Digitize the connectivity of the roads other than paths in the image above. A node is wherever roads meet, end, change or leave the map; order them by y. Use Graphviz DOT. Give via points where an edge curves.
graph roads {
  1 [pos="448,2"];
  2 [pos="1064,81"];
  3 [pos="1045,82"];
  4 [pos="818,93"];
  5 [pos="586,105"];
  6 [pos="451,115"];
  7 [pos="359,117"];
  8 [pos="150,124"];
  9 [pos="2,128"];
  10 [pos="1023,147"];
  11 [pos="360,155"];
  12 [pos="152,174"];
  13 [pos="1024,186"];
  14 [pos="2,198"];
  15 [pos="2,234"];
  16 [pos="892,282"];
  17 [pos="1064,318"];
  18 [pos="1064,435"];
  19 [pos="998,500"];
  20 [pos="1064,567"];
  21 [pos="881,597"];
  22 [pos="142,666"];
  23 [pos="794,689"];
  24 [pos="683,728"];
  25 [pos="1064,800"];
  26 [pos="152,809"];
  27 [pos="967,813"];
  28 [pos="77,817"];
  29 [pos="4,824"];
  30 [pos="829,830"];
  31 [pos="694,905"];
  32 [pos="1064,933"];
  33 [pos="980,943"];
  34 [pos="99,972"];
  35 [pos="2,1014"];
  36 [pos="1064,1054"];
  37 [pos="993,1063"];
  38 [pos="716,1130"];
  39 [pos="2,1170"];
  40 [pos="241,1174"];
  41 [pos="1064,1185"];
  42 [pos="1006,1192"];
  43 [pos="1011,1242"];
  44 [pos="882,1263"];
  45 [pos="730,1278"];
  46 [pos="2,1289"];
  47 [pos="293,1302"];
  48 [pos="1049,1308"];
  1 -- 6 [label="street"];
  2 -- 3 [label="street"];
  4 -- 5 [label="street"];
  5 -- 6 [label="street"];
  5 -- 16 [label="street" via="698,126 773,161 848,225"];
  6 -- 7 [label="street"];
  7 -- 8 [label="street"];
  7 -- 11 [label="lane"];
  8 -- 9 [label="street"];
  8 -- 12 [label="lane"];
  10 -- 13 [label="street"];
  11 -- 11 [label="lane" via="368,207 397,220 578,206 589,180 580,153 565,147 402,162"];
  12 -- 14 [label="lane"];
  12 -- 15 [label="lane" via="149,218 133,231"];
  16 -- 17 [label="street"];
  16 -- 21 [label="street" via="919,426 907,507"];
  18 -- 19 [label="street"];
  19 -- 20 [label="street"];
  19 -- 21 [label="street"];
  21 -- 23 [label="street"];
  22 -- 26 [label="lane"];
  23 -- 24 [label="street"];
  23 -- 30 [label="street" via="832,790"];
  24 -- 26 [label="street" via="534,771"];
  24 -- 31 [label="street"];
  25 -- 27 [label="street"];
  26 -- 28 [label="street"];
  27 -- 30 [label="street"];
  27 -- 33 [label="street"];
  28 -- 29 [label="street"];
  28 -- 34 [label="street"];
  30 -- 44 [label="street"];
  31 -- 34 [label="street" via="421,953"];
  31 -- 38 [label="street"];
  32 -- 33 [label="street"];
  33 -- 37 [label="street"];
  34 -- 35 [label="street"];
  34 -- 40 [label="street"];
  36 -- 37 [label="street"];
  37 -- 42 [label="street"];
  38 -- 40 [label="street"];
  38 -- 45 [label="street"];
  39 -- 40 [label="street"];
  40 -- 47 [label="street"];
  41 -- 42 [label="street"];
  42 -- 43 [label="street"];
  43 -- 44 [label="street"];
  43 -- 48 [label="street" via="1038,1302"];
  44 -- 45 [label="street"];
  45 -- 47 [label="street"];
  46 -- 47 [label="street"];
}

^^^^

▶ [What you need to do]: Among the lines above, find those holding "lane" and copy each one.

▶ [Problem solution]:
  7 -- 11 [label="lane"];
  8 -- 12 [label="lane"];
  11 -- 11 [label="lane" via="368,207 397,220 578,206 589,180 580,153 565,147 402,162"];
  12 -- 14 [label="lane"];
  12 -- 15 [label="lane" via="149,218 133,231"];
  22 -- 26 [label="lane"];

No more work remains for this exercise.